** Problem to solve **
From the material beneath, pull every line with the word "Riverside".

** Given data **

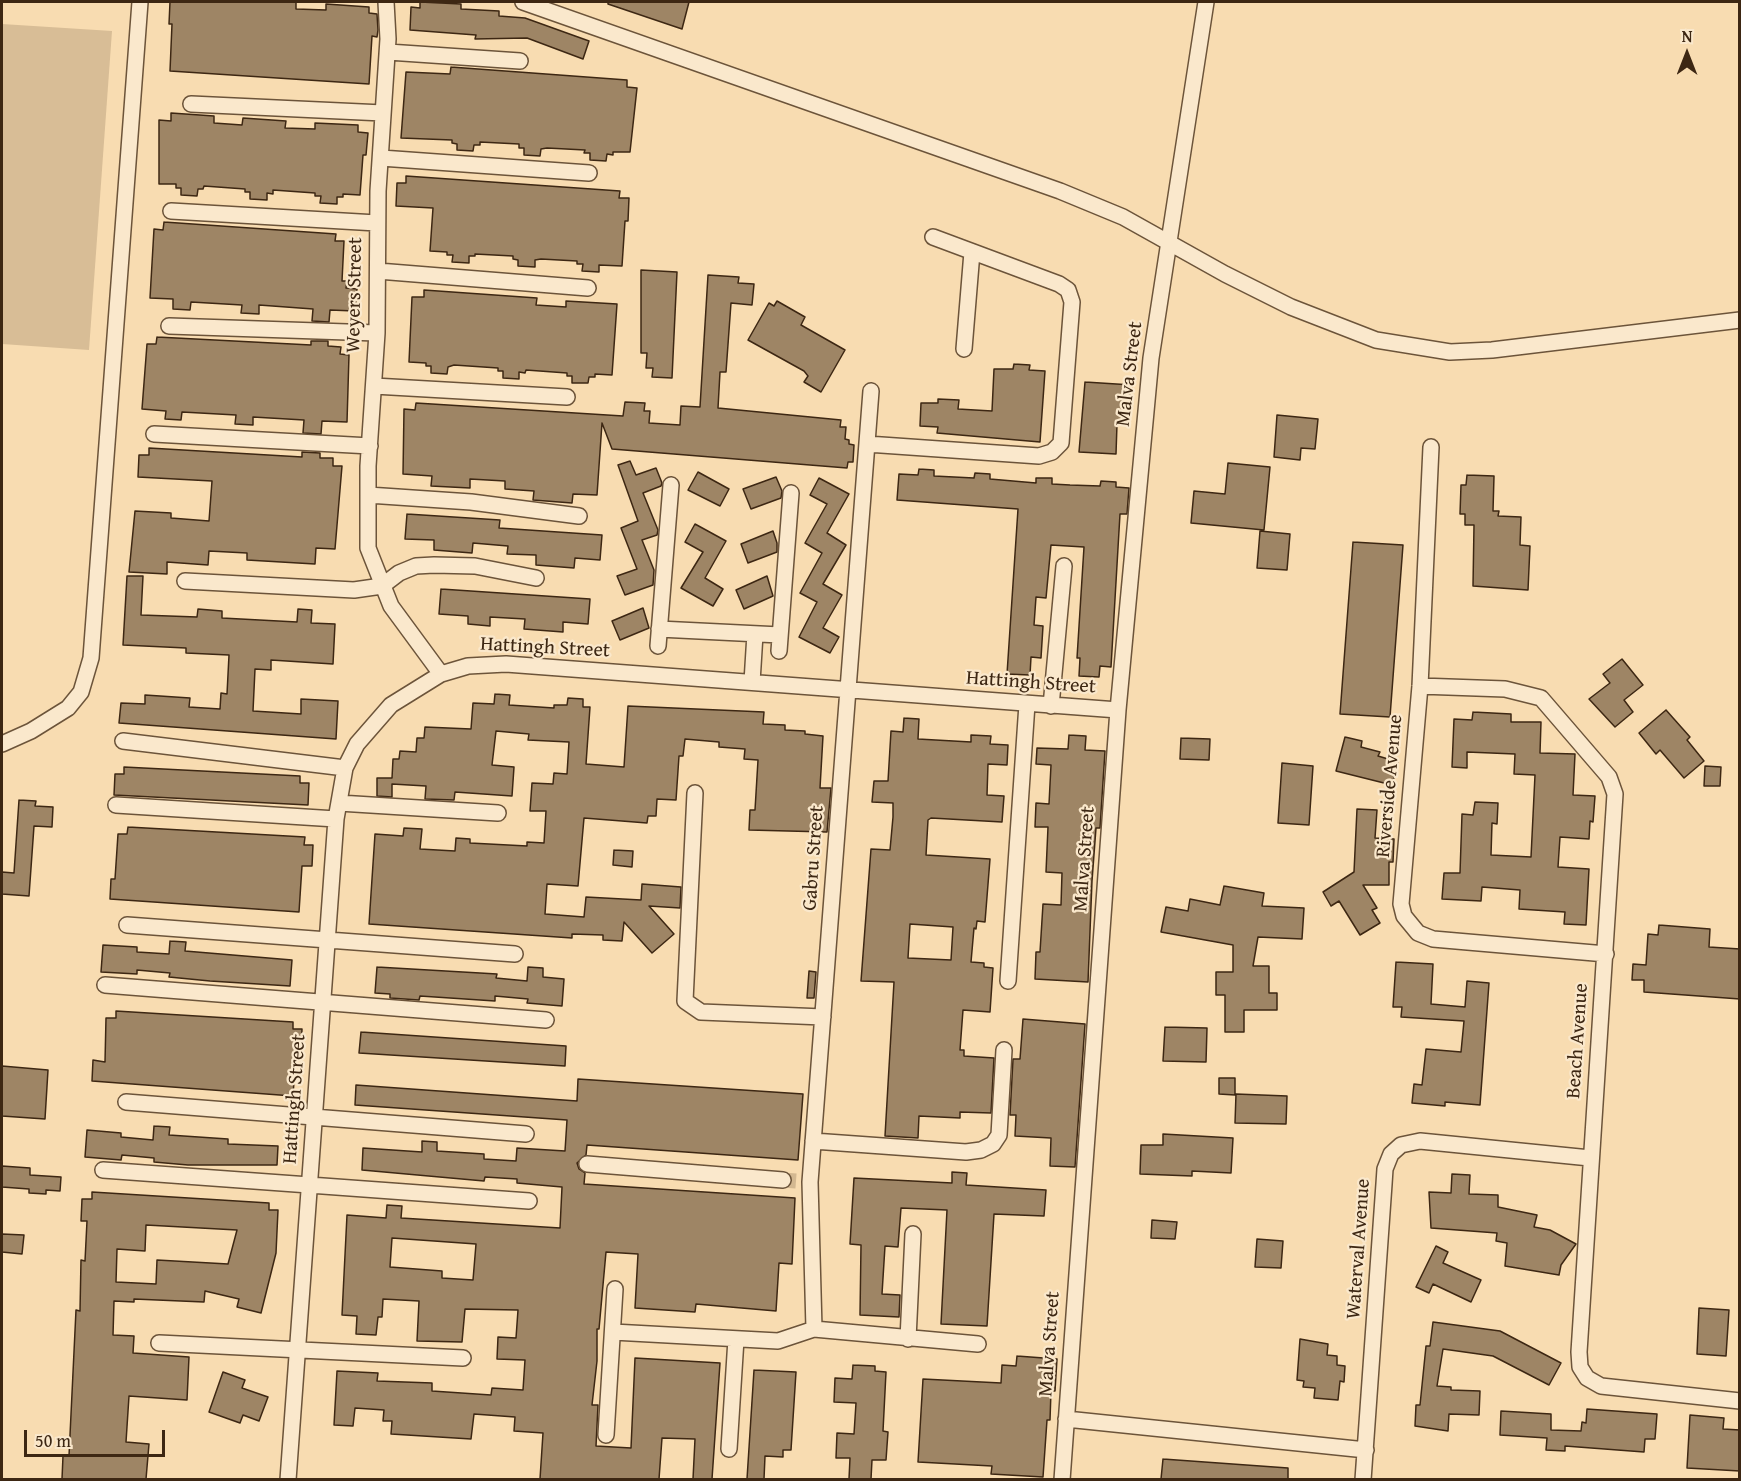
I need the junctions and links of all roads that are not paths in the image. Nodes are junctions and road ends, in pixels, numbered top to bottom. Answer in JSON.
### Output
{"nodes":[{"id":1,"x":140,"y":2,"type":"edge"},
{"id":2,"x":386,"y":2,"type":"edge"},
{"id":3,"x":523,"y":2,"type":"edge"},
{"id":4,"x":1206,"y":2,"type":"edge"},
{"id":5,"x":388,"y":52,"type":"junction"},
{"id":6,"x":520,"y":61,"type":"dead end"},
{"id":7,"x":191,"y":104,"type":"dead end"},
{"id":8,"x":383,"y":113,"type":"junction"},
{"id":9,"x":381,"y":158,"type":"junction"},
{"id":10,"x":589,"y":173,"type":"dead end"},
{"id":11,"x":171,"y":211,"type":"dead end"},
{"id":12,"x":377,"y":223,"type":"junction"},
{"id":13,"x":933,"y":237,"type":"dead end"},
{"id":14,"x":1169,"y":243,"type":"junction"},
{"id":15,"x":972,"y":252,"type":"junction"},
{"id":16,"x":378,"y":271,"type":"junction"},
{"id":17,"x":588,"y":288,"type":"dead end"},
{"id":18,"x":1740,"y":320,"type":"edge"},
{"id":19,"x":169,"y":326,"type":"dead end"},
{"id":20,"x":377,"y":333,"type":"junction"},
{"id":21,"x":964,"y":349,"type":"dead end"},
{"id":22,"x":374,"y":386,"type":"junction"},
{"id":23,"x":871,"y":391,"type":"dead end"},
{"id":24,"x":567,"y":397,"type":"dead end"},
{"id":25,"x":154,"y":434,"type":"dead end"},
{"id":26,"x":867,"y":444,"type":"junction"},
{"id":27,"x":370,"y":446,"type":"junction"},
{"id":28,"x":1431,"y":447,"type":"dead end"},
{"id":29,"x":671,"y":485,"type":"dead end"},
{"id":30,"x":791,"y":493,"type":"dead end"},
{"id":31,"x":368,"y":495,"type":"junction"},
{"id":32,"x":579,"y":516,"type":"dead end"},
{"id":33,"x":1064,"y":566,"type":"dead end"},
{"id":34,"x":536,"y":578,"type":"dead end"},
{"id":35,"x":185,"y":581,"type":"dead end"},
{"id":36,"x":381,"y":586,"type":"junction"},
{"id":37,"x":659,"y":629,"type":"junction"},
{"id":38,"x":755,"y":634,"type":"junction"},
{"id":39,"x":780,"y":635,"type":"junction"},
{"id":40,"x":658,"y":646,"type":"dead end"},
{"id":41,"x":779,"y":651,"type":"dead end"},
{"id":42,"x":441,"y":674,"type":"junction"},
{"id":43,"x":752,"y":682,"type":"junction"},
{"id":44,"x":1420,"y":686,"type":"junction"},
{"id":45,"x":848,"y":689,"type":"junction"},
{"id":46,"x":1027,"y":704,"type":"junction"},
{"id":47,"x":1051,"y":706,"type":"junction"},
{"id":48,"x":1118,"y":710,"type":"junction"},
{"id":49,"x":123,"y":741,"type":"dead end"},
{"id":50,"x":2,"y":744,"type":"edge"},
{"id":51,"x":345,"y":768,"type":"junction"},
{"id":52,"x":695,"y":793,"type":"dead end"},
{"id":53,"x":116,"y":805,"type":"dead end"},
{"id":54,"x":337,"y":811,"type":"junction"},
{"id":55,"x":498,"y":813,"type":"dead end"},
{"id":56,"x":127,"y":925,"type":"dead end"},
{"id":57,"x":327,"y":941,"type":"junction"},
{"id":58,"x":515,"y":954,"type":"dead end"},
{"id":59,"x":1606,"y":954,"type":"junction"},
{"id":60,"x":1008,"y":981,"type":"dead end"},
{"id":61,"x":105,"y":985,"type":"dead end"},
{"id":62,"x":323,"y":1004,"type":"junction"},
{"id":63,"x":823,"y":1017,"type":"junction"},
{"id":64,"x":546,"y":1020,"type":"dead end"},
{"id":65,"x":1004,"y":1050,"type":"dead end"},
{"id":66,"x":126,"y":1102,"type":"dead end"},
{"id":67,"x":314,"y":1118,"type":"junction"},
{"id":68,"x":526,"y":1134,"type":"dead end"},
{"id":69,"x":813,"y":1141,"type":"junction"},
{"id":70,"x":1590,"y":1158,"type":"junction"},
{"id":71,"x":587,"y":1164,"type":"dead end"},
{"id":72,"x":103,"y":1170,"type":"dead end"},
{"id":73,"x":797,"y":1181,"type":"junction"},
{"id":74,"x":309,"y":1184,"type":"junction"},
{"id":75,"x":529,"y":1201,"type":"dead end"},
{"id":76,"x":913,"y":1234,"type":"dead end"},
{"id":77,"x":615,"y":1289,"type":"dead end"},
{"id":78,"x":814,"y":1329,"type":"junction"},
{"id":79,"x":613,"y":1332,"type":"junction"},
{"id":80,"x":736,"y":1339,"type":"junction"},
{"id":81,"x":908,"y":1339,"type":"junction"},
{"id":82,"x":159,"y":1343,"type":"dead end"},
{"id":83,"x":978,"y":1344,"type":"dead end"},
{"id":84,"x":297,"y":1350,"type":"junction"},
{"id":85,"x":463,"y":1358,"type":"dead end"},
{"id":86,"x":1740,"y":1401,"type":"edge"},
{"id":87,"x":1066,"y":1419,"type":"junction"},
{"id":88,"x":606,"y":1436,"type":"dead end"},
{"id":89,"x":729,"y":1449,"type":"dead end"},
{"id":90,"x":1365,"y":1450,"type":"junction"},
{"id":91,"x":288,"y":1479,"type":"edge"},
{"id":92,"x":1062,"y":1479,"type":"edge"},
{"id":93,"x":1364,"y":1479,"type":"edge"}],
"edges":[{"from":1,"to":50,"type":"street"},
{"from":2,"to":5,"type":"street","name":"Weyers Street"},
{"from":3,"to":14,"type":"street"},
{"from":4,"to":14,"type":"street","name":"Malva Street"},
{"from":5,"to":6,"type":"street"},
{"from":5,"to":8,"type":"street","name":"Weyers Street"},
{"from":7,"to":8,"type":"street"},
{"from":8,"to":9,"type":"street","name":"Weyers Street"},
{"from":9,"to":10,"type":"street"},
{"from":9,"to":12,"type":"street","name":"Weyers Street"},
{"from":11,"to":12,"type":"street"},
{"from":12,"to":16,"type":"street","name":"Weyers Street"},
{"from":13,"to":15,"type":"street"},
{"from":14,"to":18,"type":"street"},
{"from":14,"to":48,"type":"street","name":"Malva Street"},
{"from":15,"to":21,"type":"street"},
{"from":15,"to":26,"type":"street"},
{"from":16,"to":17,"type":"street"},
{"from":16,"to":20,"type":"street","name":"Weyers Street"},
{"from":19,"to":20,"type":"street"},
{"from":20,"to":22,"type":"street","name":"Weyers Street"},
{"from":22,"to":24,"type":"street"},
{"from":22,"to":27,"type":"street","name":"Weyers Street"},
{"from":23,"to":26,"type":"street","name":"Gabru Street"},
{"from":25,"to":27,"type":"street"},
{"from":26,"to":45,"type":"street","name":"Gabru Street"},
{"from":27,"to":31,"type":"street","name":"Weyers Street"},
{"from":28,"to":44,"type":"street","name":"Riverside Avenue"},
{"from":29,"to":37,"type":"street"},
{"from":30,"to":39,"type":"street"},
{"from":31,"to":32,"type":"street"},
{"from":31,"to":36,"type":"street","name":"Weyers Street"},
{"from":33,"to":47,"type":"street"},
{"from":34,"to":36,"type":"street"},
{"from":35,"to":36,"type":"street"},
{"from":36,"to":42,"type":"street","name":"Weyers Street"},
{"from":37,"to":38,"type":"street"},
{"from":37,"to":40,"type":"street"},
{"from":38,"to":39,"type":"street"},
{"from":38,"to":43,"type":"street"},
{"from":39,"to":41,"type":"street"},
{"from":42,"to":43,"type":"street","name":"Hattingh Street"},
{"from":42,"to":51,"type":"street","name":"Hattingh Street"},
{"from":43,"to":45,"type":"street","name":"Hattingh Street"},
{"from":44,"to":59,"type":"street","name":"Beach Avenue"},
{"from":44,"to":59,"type":"street","name":"Riverside Avenue"},
{"from":45,"to":46,"type":"street","name":"Hattingh Street"},
{"from":45,"to":63,"type":"street","name":"Gabru Street"},
{"from":46,"to":47,"type":"street","name":"Hattingh Street"},
{"from":46,"to":60,"type":"street"},
{"from":47,"to":48,"type":"street","name":"Hattingh Street"},
{"from":48,"to":87,"type":"street","name":"Malva Street"},
{"from":49,"to":51,"type":"street"},
{"from":51,"to":54,"type":"street","name":"Hattingh Street"},
{"from":52,"to":63,"type":"street"},
{"from":53,"to":54,"type":"street"},
{"from":54,"to":55,"type":"street"},
{"from":54,"to":57,"type":"street","name":"Hattingh Street"},
{"from":56,"to":57,"type":"street"},
{"from":57,"to":58,"type":"street"},
{"from":57,"to":62,"type":"street","name":"Hattingh Street"},
{"from":59,"to":70,"type":"street","name":"Beach Avenue"},
{"from":61,"to":62,"type":"street"},
{"from":62,"to":64,"type":"street"},
{"from":62,"to":67,"type":"street","name":"Hattingh Street"},
{"from":63,"to":69,"type":"street","name":"Gabru Street"},
{"from":65,"to":69,"type":"street"},
{"from":66,"to":67,"type":"street"},
{"from":67,"to":68,"type":"street"},
{"from":67,"to":74,"type":"street","name":"Hattingh Street"},
{"from":69,"to":73,"type":"street","name":"Gabru Street"},
{"from":70,"to":86,"type":"street","name":"Beach Avenue"},
{"from":70,"to":90,"type":"street","name":"Waterval Avenue"},
{"from":71,"to":73,"type":"street"},
{"from":72,"to":74,"type":"street"},
{"from":73,"to":78,"type":"street","name":"Gabru Street"},
{"from":74,"to":75,"type":"street"},
{"from":74,"to":84,"type":"street","name":"Hattingh Street"},
{"from":76,"to":81,"type":"street"},
{"from":77,"to":79,"type":"street"},
{"from":78,"to":80,"type":"street"},
{"from":78,"to":81,"type":"street"},
{"from":79,"to":80,"type":"street"},
{"from":79,"to":88,"type":"street"},
{"from":80,"to":89,"type":"street"},
{"from":81,"to":83,"type":"street"},
{"from":82,"to":84,"type":"street"},
{"from":84,"to":85,"type":"street"},
{"from":84,"to":91,"type":"street","name":"Hattingh Street"},
{"from":87,"to":90,"type":"street"},
{"from":87,"to":92,"type":"street","name":"Malva Street"},
{"from":90,"to":93,"type":"street","name":"Waterval Avenue"}]}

** Written solution **
{"from":28,"to":44,"type":"street","name":"Riverside Avenue"},
{"from":44,"to":59,"type":"street","name":"Riverside Avenue"},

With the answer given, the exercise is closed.